City Lights also shone in Cheryll Pierce's garden, as well as Rosalie Figge (Titan's Glory [1981] X Violet Miracle [1979]), Daughter of Stars (Clarence [1990] X Mind Reader [1992]), Clarence (parentage unknown [1991]) and Buckwheat (Spirit of Memphis [1976] X Soap Opera [1981]).

Rosalie Figge  --  Jane McKnew, 1991
Daughter of Stars  --  Donald Spoon, 2000
Clarence  --  Zurbrigg, 1990
Buckwheat  --  Byers, 1988

Will Warner's visitors focus on Louisa's Song (Cloud Berry [1996] X About Town [1996]), Solar Fire (Thornbird [1988] X Golden Panther [2000]), Decadence (Temple of Time [2001] X Louisa's Song [1999]), his own seedling from Wintry Sky [2002] X Mesmerizer [1990], and Peekaboo Zebu (Anaconda Love [1998] X Screen Play [1995]).

Louisa's Song  --  Blyth, 1999

Warner seedling

 Solar Fire  --  Tasco, 2002

Decadence  --  Blyth, 2001

Peekaboo Zebu  --  Kasperek, 2005

Ginny Spoon reports that visitors to Winterberry Gardens especially liked Red Hot Mamma (Rogue [1994] X Dynamite [1997]), Showy Lowy (Spring Splendor [1991] X Orchid Dove [2006]) , Zippo  (SDB, parentage unknown [2004], Black Cat ), Double Ringer (Whispering Spirits [2001] X Amarillo Frills[2002]), Fancy Gal (Dandy Candy [2001] X Favorite Pastime [2000]), and Brilliant Idea (
Gypsy Lord [2005] X 02-185D: (Restless Heart [2005] x Queen’s Circle [1999])).

Red Hot Mamma  -- Donald Spoon, 2010

Showy Lowy  --  Donald Spoon, 2011

Zippo --  Ginny Spoon, 2011

Double Ringer  --  Richard Ernst, 2007

Fancy Gal  --  Ernst, 2007

Brilliant Idea  --  Keppel, 2009

 Eileen Secrest's visitors like Pumpkin Cheesecake (Apricot Frosty [1992] X sib to 26-85: (Ambrosia Delight [1982] x 16-80: (Coral Beauty [1981] x pink amoena Marmalade Skies [1978]sib))), and oranges in general.

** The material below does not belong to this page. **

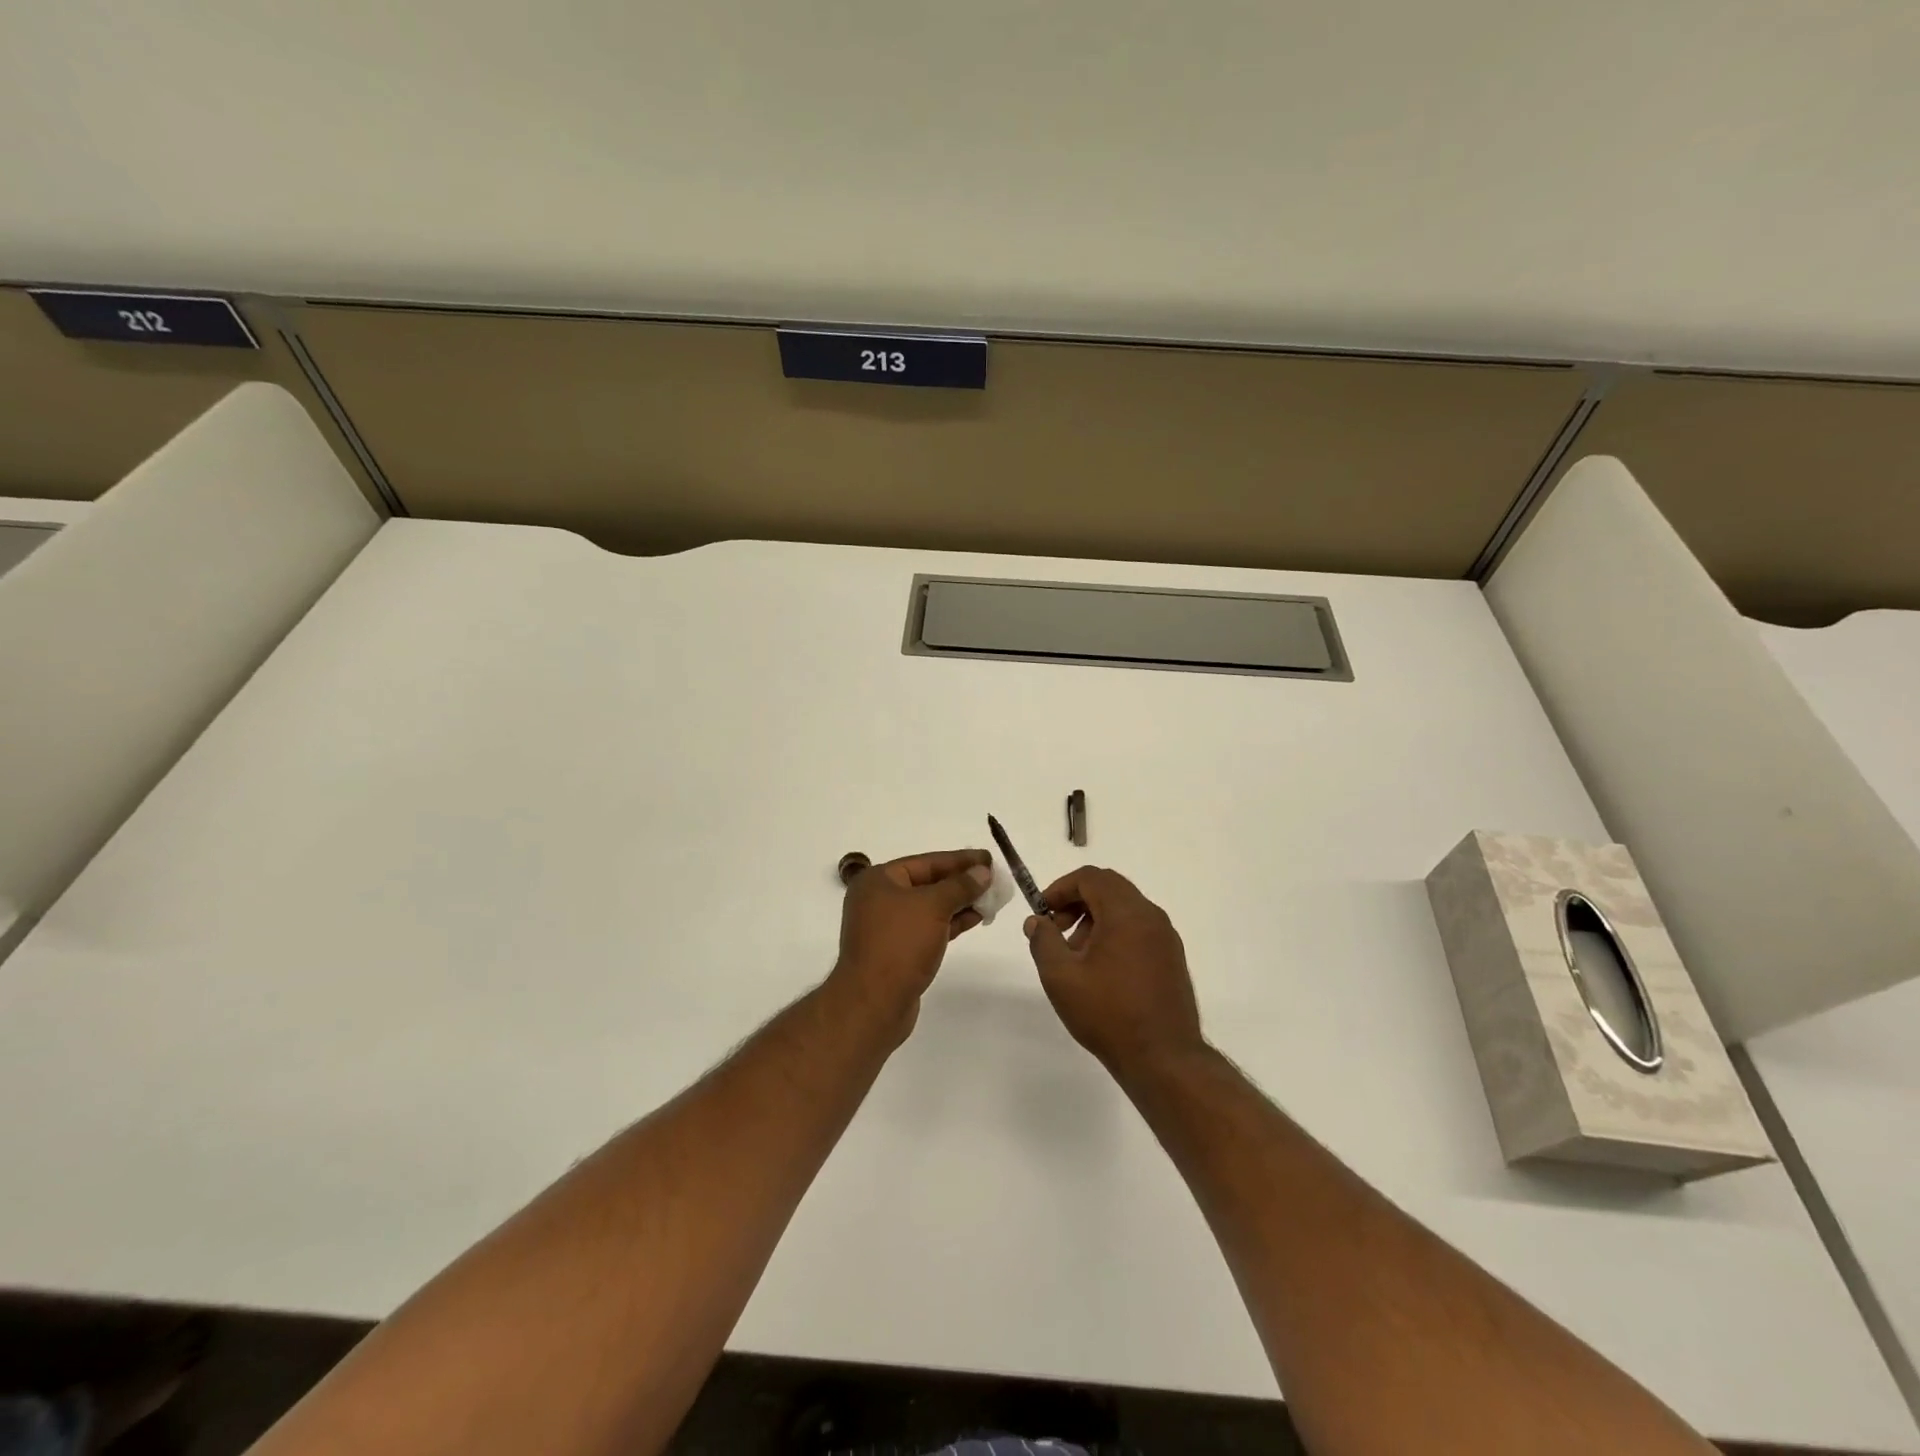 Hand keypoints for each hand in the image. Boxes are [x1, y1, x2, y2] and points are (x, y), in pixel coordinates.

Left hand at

Pumpkin Cheesecake  --  Niswonger, 1995

In Nicolette Mealey's garden, the attention-getters are Rustler (Laredo [1983] X Dazzling Gold [1977]) and Tiger Honey (Desert Realm [1985] X Maria Tormena [1986].

Rustler  --  Keppel, 1987

Tiger Honey  --  Kasperek, 1993

Lori Lanford says that most visitors to her garden seem to prefer pinks, such as Magical Encounter (extensive pedigree involving Renaissance Faire [1985] and Dreamsicle [1995]. Many also liked Eastertime, Tennessee Vol (Countdown [1971] x Marmalade Skies [1978]), Carolina Gold, Old Black Magic (Midnight Dancer [1991] X Back in Black [1986]), and various purples. Many said they liked the purples because it reminded them of their mother's or grandmother's irises, but with an updated form.
Magical Encounter  --  Schreiner's, 1999

Tennessee Vol  --  Niswonger, 1993

Carolina Gold  --  Powell, 1970

Old Black Magic  --  Schreiner's, 1996

Lucy Burton said that plicatas get her visitors' attention.  That's also true in my garden, where visitors like the whirligig cant of Tale Spinner (Tanzanian Tangerine [1994 ] X 01Z1[2001]: (Royal Carnival x 93R6 (unk yellow bi-tone x Stepping Out)).  Other standouts are Jack Worel's stunning Rush Creek (Gentle Dragon [1987] X Rustler [1987] and an older bold yellow seedling of mine, 952Z1, that I'm going to introduce just so I won't have to keep saying "sorry" to would-be buyers.

Tale Spinner  --  Crump, 2012
Rush Creek  --  Worel,  1999

Sdlg 952Z1  --  Crump

Thanks to all of you who sent me photos of your visitors' favorites, and thanks also to the contributors to our AIS TWiki, from which most of the rest of these photos have been cadged.   Which irises are visitors to your garden most drawn to?  Do you find that certain colors attract attention?



  1. Interesting discussion, Griff, re: ages of parents.